The topology optimization processes may be terminated when a difference of the compared result in the third step is less than a setup value, and return to the first step to calculate the equivalent static loads using the design topology as a new structure to be designed when a difference of the compared result in the third step is greater than a setup value.

In another embodiment of the present invention, in the second step, the objective function may be strain energy, and the constraints may be distribution of the material.

In another embodiment of the present invention, the strain energy may be a function of density and Young's modulus of the material, and the density and Young's modulus of the material may be a function of the design variable.

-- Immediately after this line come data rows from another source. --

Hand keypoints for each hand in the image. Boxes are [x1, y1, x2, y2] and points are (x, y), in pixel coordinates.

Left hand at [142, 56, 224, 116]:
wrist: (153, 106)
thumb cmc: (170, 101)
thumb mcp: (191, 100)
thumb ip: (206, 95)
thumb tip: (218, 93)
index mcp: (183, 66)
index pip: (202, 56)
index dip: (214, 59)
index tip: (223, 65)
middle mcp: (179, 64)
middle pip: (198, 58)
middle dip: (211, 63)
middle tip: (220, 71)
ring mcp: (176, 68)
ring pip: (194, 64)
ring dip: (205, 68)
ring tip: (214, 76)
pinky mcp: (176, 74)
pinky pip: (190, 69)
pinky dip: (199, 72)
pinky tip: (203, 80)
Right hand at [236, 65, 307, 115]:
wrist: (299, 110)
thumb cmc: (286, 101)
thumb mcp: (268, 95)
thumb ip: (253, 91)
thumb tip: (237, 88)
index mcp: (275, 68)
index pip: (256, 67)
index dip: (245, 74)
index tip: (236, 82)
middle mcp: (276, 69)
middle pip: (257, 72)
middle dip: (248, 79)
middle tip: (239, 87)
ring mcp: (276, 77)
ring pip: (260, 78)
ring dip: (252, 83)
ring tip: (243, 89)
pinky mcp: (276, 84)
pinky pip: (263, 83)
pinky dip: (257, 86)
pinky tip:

In another embodiment of the present invention, the third step may include the sub-steps of: comparing the topology of the structure to be designed with the design topology respectively on a basis of each element; calculating a percentage of the elements having the difference of the compared result greater than the setup value; and comparing the calculated percentage with a setup percentage and determining whether to progress or not, wherein, in the sub-step of determining whether to progress or not, the topology optimization processes are terminated when the calculated percentage is less than a setup percentage, and are returned to the first step to calculate the equivalent static loads using the design topology as a new structure to be designed when the calculated percentage is greater than a setup percentage.

In another embodiment of the present invention, in the first step, the equivalent static loads may be calculated by multiplying displacements in all steps of time and a linear stiffness matrix, when the characteristics of the structure is a linear dynamic system, the displacements being calculated by means of an equation of motion of a linear system considering dynamic effects such as an inertia effect and a vibration effect caused by mass.

In another embodiment of the present invention, in the first step, the equivalent static loads may be calculated by multiplying nonlinear nodal displacements calculated using an equilibrium equation of a nonlinear system and a linear stiffness matrix, when the characteristics of the structure is a nonlinear static system.

In another embodiment of the present invention, in the first step, the equivalent static loads may be calculated by multiplying nonlinear displacements in all steps of time and a linear stiffness matrix, when the characteristics of the structure include a nonlinear dynamic system, the nonlinear displacements being calculated by means of an equation of motion of a nonlinear dynamic system considering dynamic effects such as an inertia effect and a vibration effect caused by mass.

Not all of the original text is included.